I really love his 1986 anthology Ask. All of his other books are unspeakably bad.
WOW I actually Love the goofy "Pop" book with the metaphor of driving with Kylie Minogue, just because he starts shipping Kylie with Merzbow. Its so absurd and whimsical that I can't help but feel he transcended his theories and his concepts and fully dove into just pleasing himself in a less masturbatory way.
Meanwhile on the flipside, his bauhaus article in Ask is tragic because he doesn't realize he's being had. Penman for me >>> Morley, much as I like both a ton.
I wanna co-sign droid on the negative influence of Bangs; I really do like him but like say, Bukowski or something, people become obsessed with the style and the persona rather than the content and the ideas. Like, even though I'm sure Bangs hated a lot of synthpop, I always look at synthpop the way he looked at early garage rock in "watching kids emulate their heroes ineptly, and the brilliance that emerges". Everyone else is just more or less into the parody of him in Almost Famous... Which is fine, if you need a personality to graft. And in my terribly mediocre attempts at being a music writer I find a lot of them have that struggle.
Toop is great, I know Tompkins basically got a lot of his style straight from one moment in Toop's rap writing. I love reading Kevin Martin's stuff when he was trying to write music, even though its someone playing with Kodwo and Reynolds and Toop concepts badly. So its very relate-able to know "Well if I'm as clumsy as Kevin Martin was at my age, there ya go." Morrissey is a great music writer in the fact that whenever you read his reviews or whatever from when he's a teen, and he's super dismissive, its the most vicious takedowns ever. Wish he would do more, like a monthly column somewhere for IDK, Q or Mojo or whatever magazine where he just remarks on old singles.
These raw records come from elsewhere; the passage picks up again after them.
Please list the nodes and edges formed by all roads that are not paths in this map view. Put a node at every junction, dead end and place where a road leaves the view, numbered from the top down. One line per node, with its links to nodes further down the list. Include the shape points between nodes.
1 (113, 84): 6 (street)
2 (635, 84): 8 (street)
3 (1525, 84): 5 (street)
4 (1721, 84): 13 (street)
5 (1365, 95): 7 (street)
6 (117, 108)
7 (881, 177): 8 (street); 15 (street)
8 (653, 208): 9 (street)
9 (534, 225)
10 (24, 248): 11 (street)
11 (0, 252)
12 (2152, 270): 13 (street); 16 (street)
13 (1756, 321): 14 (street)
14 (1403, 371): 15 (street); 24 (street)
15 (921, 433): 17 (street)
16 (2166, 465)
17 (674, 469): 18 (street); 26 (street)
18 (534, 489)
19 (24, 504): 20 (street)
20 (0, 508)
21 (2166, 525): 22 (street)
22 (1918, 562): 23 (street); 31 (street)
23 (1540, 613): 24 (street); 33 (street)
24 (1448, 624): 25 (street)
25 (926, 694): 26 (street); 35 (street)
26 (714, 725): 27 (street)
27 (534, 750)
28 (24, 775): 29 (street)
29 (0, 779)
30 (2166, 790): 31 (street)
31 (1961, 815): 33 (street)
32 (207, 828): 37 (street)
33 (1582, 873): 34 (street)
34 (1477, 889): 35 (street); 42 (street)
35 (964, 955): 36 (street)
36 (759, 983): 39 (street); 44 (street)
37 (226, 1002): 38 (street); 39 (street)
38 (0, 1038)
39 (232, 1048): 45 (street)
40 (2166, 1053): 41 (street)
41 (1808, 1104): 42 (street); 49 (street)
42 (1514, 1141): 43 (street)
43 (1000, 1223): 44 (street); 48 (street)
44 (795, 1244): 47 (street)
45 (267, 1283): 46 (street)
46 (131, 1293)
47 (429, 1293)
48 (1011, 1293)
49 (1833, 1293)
I've fawned about Ronin Ro's rap writing anthology "Gangsta" at least a dozen times right? So good. The article about Luke of 2 Live Crew in Japan is such a potent encapsulation of the reality of rap's marketing as a global culture in the early 90s. I'm almost scared to read his non-rap-writing, because I know it'll be shit on a certain level.
Evrett True is good; I loved his Nirvana biography as a teen and while I haven't been able to pick it up again properly its got a warm place in my heart. I also used to love Chuck Klosterman's stuff but ever since he's wanted to become a cultural theorist and blather about whichever, its been pretty downhill in bad takes.
Ian Svenonius from Nation of Ulysses/Make-Up/Weird War is another musician turned music writer and I FUCKING LOVE all of his work. "The Psychic Soviet" is honestly some of the best joke analysis of pop culture through a Marxist lens. The conspiracy that global food trends mirror 1st world Imperialism still both enraptures me and cracks me up and leaves me bemused; but seriously his analysis of early 50s rock is appealing as far as theorems, whether or not you can disprove them or whatever.
I guess Nik Cohn is good? I don't know if I can trust him though, he takes The Who seriously.
I still like Reynolds a lot. I appreciate Chris Ott as a multimedia troll. I like Kodwo as a practitioner even though reading More Brilliant Than The Sun was honestly hugely disappointing.
Oh, Kim Gordon is really good at music writing sometimes, even though she's coming from a 'visual artist' perspective and I've come to really grow sick of Literary and Artistic minds trying to approach music. For example, its telling that I could never take a school class on how to study rap as a music form (and by no means would I want a professor to tell me about why Wayne is good or whatever), but there's always going to be an English seminar about rap as 'poetry'.
I like Greg Tate fine, but following him on Facebook demystifies him and reveals him to be a cornball of the umpteenth degree, that was my fault.
Rap-wise, Noz is good. David Drake is fine. I like Martorialist a lot. I like Hancox and Blackdown's writing/blogging stuff on grime obviously. I liked Lauren Martin's Wiley piece a bunch, but I find her hit or miss. I think Fintoni is out here trying to force back things in the narrative of 'important music' that weren't actually as important as he thinks they were, but I like his writing okay. I'm biased because we're friends but I think Matt Ramirez on Pitchfork will become a good music writer if he buckles down and guns it one day.
Who wrote that long-form article about Quiet Storm for Pitchfork? That was fantastic.
I liked Woebot's stuff a lot but I've fawned on him elsewhere in the board.
I don't know, I guess that's about the best I can think of.